本文介绍了NA值和R聚合函数的处理方法，对大家解决问题具有一定的参考价值，需要的朋友们下面随着小编来一起学习吧！

问题描述

这是一个缺少值的简单数据框：

Here's a simple data frame with a missing value:

M = data.frame（Name = c（'name'，'name '），Col1 = c（NA，1），Col2 = c（1,1））

当我对M应用聚合时方式：

When I apply aggregate to M this way:

aggregate（。〜Name，M，FUN = sum，na.rm = TRUE）

结果是：

RowName Col1 Col2
name    1    1

因此，整个第一行都将被忽略。但是如果我这样做

So the entire first row is ignored. But if I do

aggregate（M [，2：3]，by = list（M $ Name），FUN = sum，na。 rm = TRUE）

结果为

Group.1 Col1 Col2
name    1    2

所以只有（1， 1）输入被忽略。

So only the (1,1) entry is ignored.

这在我的一个代码中引起了严重的调试麻烦，因为我认为这两个调用是等效的。是否有充分的理由对公式输入方法进行不同的处理？

This caused a major debugging headache in one of my codes, since I thought these two calls were equivalent. Is there a good reason why the "formula" entry method is treated differently?

谢谢。

推荐答案

很好的问题，但我认为，这不应该引起 major 调试的麻烦，因为在 aggregate 的手册页中的很多地方都清楚地记录了该错误。

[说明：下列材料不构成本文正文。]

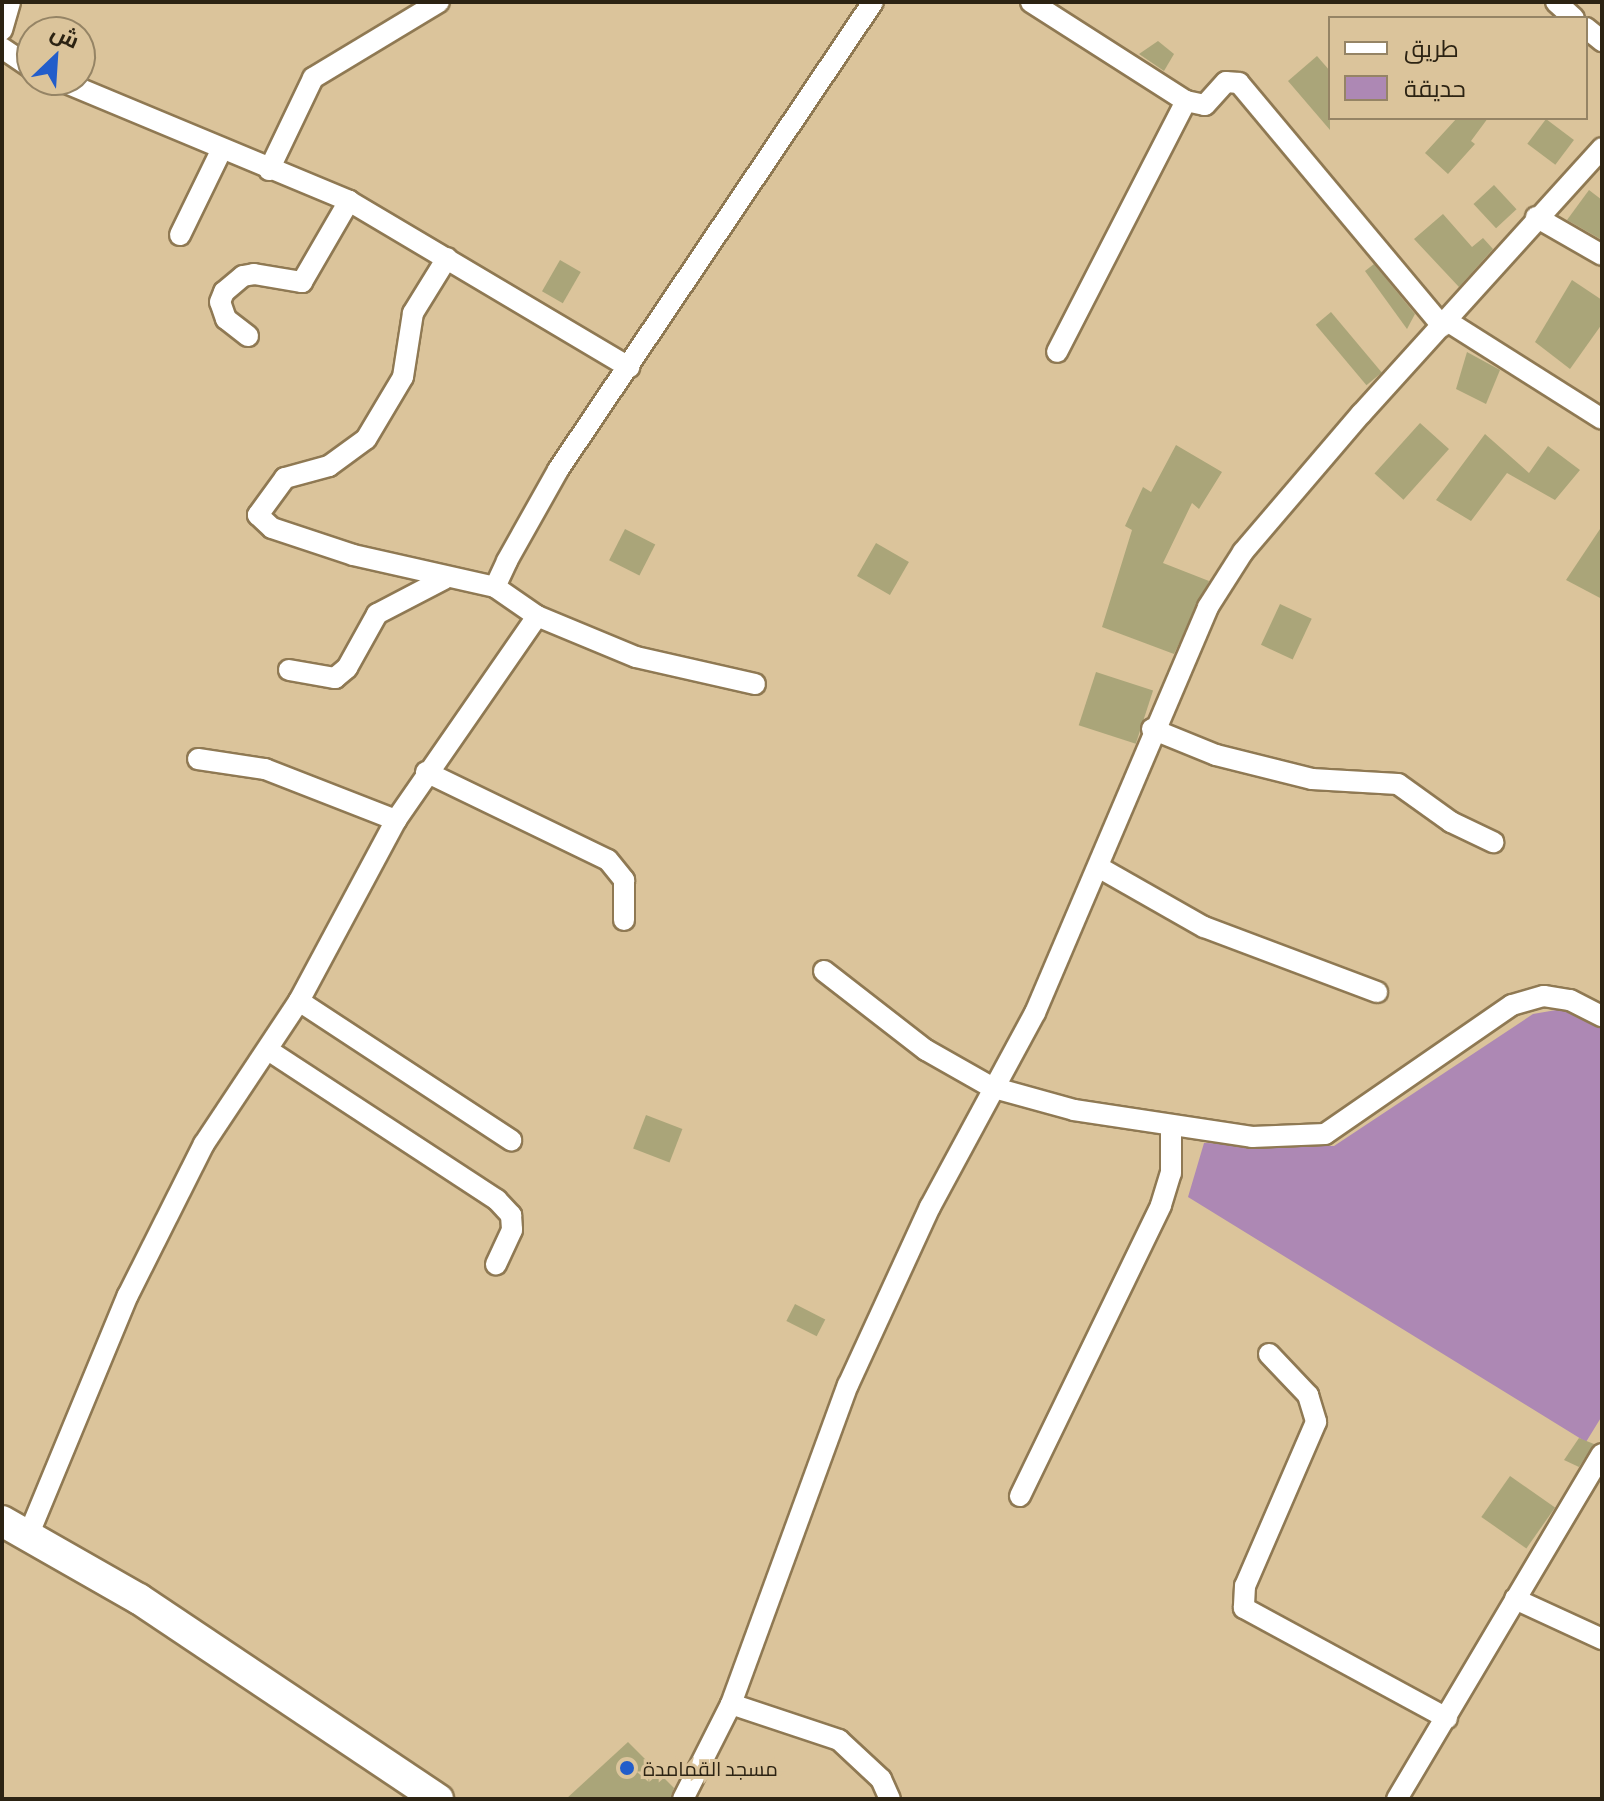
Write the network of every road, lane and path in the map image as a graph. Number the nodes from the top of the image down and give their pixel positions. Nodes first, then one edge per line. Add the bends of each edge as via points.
1 (10, 2) edge
2 (439, 2) edge
3 (1031, 2) edge
4 (1556, 2) edge
5 (868, 3) edge
6 (1572, 16) edge
7 (2, 30) edge
8 (96, 96) edge
9 (1186, 101) junction
10 (1602, 148) edge
11 (221, 151) junction
12 (269, 170) junction
13 (349, 201) junction
14 (1536, 217) junction
15 (180, 235) dead end
16 (1602, 255) edge
17 (447, 258) junction
18 (1444, 324) junction
19 (248, 336) dead end
20 (1057, 352) dead end
21 (629, 367) junction
22 (1602, 419) edge
23 (444, 579) junction
24 (495, 587) junction
25 (537, 616) junction
26 (289, 670) dead end
27 (755, 684) dead end
28 (1152, 729) junction
29 (198, 759) dead end
30 (426, 772) junction
31 (396, 820) junction
32 (1493, 842) dead end
33 (1100, 868) junction
34 (624, 920) dead end
35 (824, 971) dead end
36 (1377, 992) dead end
37 (299, 1001) junction
38 (1602, 1016) edge
39 (268, 1050) junction
40 (991, 1087) junction
41 (1171, 1127) junction
42 (511, 1140) dead end
43 (496, 1265) dead end
44 (1269, 1354) dead end
45 (1602, 1454) edge
46 (1020, 1496) dead end
47 (15, 1528) edge
48 (1515, 1599) junction
49 (1602, 1639) edge
50 (731, 1704) junction
51 (1447, 1718) junction
52 (438, 1799) edge
53 (683, 1799) edge
54 (890, 1799) edge
55 (1397, 1799) edge

1 - 7 street
2 - 12 street via 313,78
3 - 9 street
4 - 6 street
5 - 21 street
8 - 11 street
9 - 18 street via 1205,105 1226,82 1239,83
9 - 20 street
10 - 14 street
11 - 12 street
11 - 15 street
12 - 13 street
13 - 17 street
13 - 19 street via 302,282 254,274 224,292 220,302 226,319
14 - 16 street
14 - 18 street
17 - 21 street
17 - 23 street via 413,313 403,377 366,439 329,466 285,478 258,515 283,532
18 - 22 street
18 - 28 street via 1243,552 1208,607
21 - 24 street via 558,470
23 - 24 street
23 - 26 street via 377,614 347,668 335,678
24 - 25 street
25 - 27 street via 636,657
25 - 30 street
28 - 32 street via 1216,755 1312,779 1398,784 1451,822
28 - 33 street
29 - 31 street via 265,769
30 - 31 street
30 - 34 street via 608,860 624,880
31 - 37 street
33 - 36 street via 1204,927
33 - 40 street via 1035,1013
35 - 40 street via 926,1050
37 - 39 street
37 - 42 street
38 - 41 street via 1570,1000 1544,996 1512,1005 1325,1134 1286,1139
39 - 43 street via 497,1200 511,1215 512,1230
39 - 47 street via 204,1144 163,1221
40 - 41 street via 1074,1110
40 - 50 street via 848,1385
41 - 46 street via 1167,1191
44 - 51 street via 1308,1395 1316,1422 1245,1586 1244,1608
45 - 48 street
47 - 52 street via 204,1640
48 - 49 street
48 - 51 street
50 - 53 street
50 - 54 street via 839,1740 881,1779
51 - 55 street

Good question, but in my opinion, this shouldn't have caused a major debugging headache because it is documented quite clearly in multiple places in the manual page for aggregate.

首先，在用法部分：

## S3 method for class 'formula'
aggregate(formula, data, FUN, ...,
          subset, na.action = na.omit)

稍后，在说明中：

我不能回答为什么公式模式的写法不同-这是函数作者必须回答的问题--但是使用以上信息，您可能可以使用以下内容：

I can't answer why the formula mode was written differently---that's something the function authors would have to answer---but using the above information, you can probably use the following:

aggregate(.~Name, M, FUN=sum, na.rm=TRUE, na.action=NULL)
#   Name Col1 Col2
# 1 name    1    2

这篇关于NA值和R聚合函数的文章就介绍到这了，希望我们推荐的答案对大家有所帮助，也希望大家多多支持！